+++ WORKING DATA +++

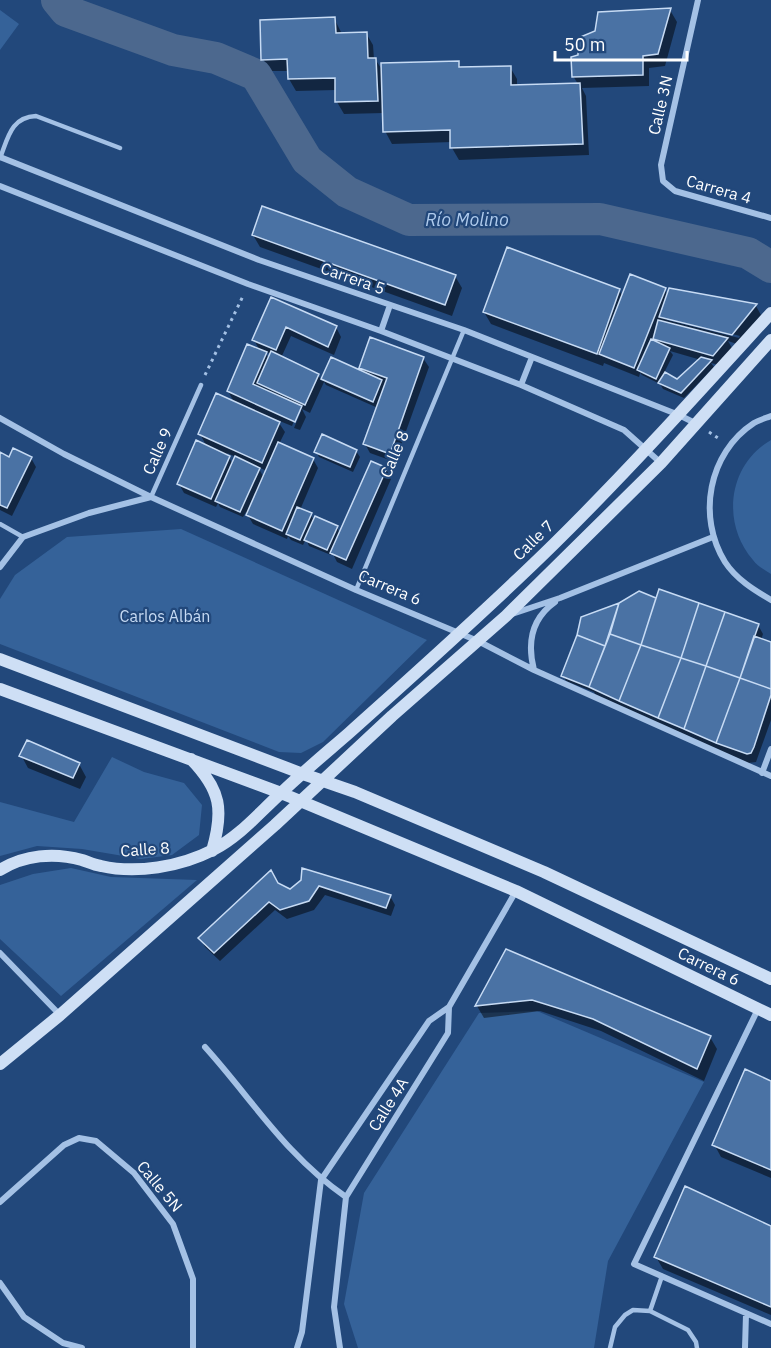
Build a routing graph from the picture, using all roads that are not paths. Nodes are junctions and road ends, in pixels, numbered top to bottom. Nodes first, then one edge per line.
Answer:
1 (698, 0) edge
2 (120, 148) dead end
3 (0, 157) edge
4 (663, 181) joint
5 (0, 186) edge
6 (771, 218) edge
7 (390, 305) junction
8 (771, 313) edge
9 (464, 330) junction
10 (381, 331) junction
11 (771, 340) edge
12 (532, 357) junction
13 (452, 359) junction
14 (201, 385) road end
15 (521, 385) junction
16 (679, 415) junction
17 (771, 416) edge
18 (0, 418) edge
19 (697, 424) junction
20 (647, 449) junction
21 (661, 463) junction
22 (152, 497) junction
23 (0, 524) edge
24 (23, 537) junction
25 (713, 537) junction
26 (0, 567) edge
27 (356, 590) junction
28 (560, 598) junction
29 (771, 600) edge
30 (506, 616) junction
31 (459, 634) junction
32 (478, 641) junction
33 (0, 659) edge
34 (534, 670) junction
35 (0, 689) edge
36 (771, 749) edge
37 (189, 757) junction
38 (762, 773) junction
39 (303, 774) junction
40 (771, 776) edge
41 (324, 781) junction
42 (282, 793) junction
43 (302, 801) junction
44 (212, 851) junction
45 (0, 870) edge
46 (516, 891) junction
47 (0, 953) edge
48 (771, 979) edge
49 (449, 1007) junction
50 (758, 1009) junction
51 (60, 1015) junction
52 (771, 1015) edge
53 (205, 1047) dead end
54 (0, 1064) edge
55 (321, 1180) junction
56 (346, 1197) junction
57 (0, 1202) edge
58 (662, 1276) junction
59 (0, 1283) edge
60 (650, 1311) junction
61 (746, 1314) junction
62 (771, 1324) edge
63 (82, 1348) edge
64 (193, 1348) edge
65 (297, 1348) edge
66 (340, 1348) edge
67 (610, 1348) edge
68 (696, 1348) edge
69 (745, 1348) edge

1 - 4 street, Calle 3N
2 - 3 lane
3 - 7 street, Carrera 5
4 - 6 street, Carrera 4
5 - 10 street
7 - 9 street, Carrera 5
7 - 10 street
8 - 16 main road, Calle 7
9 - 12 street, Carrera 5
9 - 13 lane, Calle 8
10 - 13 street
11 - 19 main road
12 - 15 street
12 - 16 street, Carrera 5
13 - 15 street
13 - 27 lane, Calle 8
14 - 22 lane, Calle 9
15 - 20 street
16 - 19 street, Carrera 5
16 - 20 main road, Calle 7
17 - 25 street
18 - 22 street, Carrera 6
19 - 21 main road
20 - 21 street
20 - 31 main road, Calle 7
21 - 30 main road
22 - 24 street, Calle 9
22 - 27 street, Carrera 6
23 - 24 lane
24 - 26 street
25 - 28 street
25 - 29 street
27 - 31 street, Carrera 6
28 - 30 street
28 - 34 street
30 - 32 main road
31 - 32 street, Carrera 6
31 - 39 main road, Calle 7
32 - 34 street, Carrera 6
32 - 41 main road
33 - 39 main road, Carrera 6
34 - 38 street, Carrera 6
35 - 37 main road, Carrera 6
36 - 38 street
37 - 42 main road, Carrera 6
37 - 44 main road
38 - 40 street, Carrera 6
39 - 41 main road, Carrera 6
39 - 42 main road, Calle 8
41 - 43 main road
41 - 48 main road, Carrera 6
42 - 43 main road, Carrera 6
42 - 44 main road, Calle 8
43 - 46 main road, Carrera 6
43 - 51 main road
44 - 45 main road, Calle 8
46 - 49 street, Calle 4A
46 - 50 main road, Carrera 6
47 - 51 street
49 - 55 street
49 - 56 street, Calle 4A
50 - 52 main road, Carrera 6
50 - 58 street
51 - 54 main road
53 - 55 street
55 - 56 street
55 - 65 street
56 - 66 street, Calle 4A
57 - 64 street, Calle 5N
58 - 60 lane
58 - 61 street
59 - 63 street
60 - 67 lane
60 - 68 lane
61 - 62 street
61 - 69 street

+++

## PROBLEM STATEMENT
Locate all lines in the listing above with the word "dead". Copy them.

## RESPONSE AREA
2 (120, 148) dead end
53 (205, 1047) dead end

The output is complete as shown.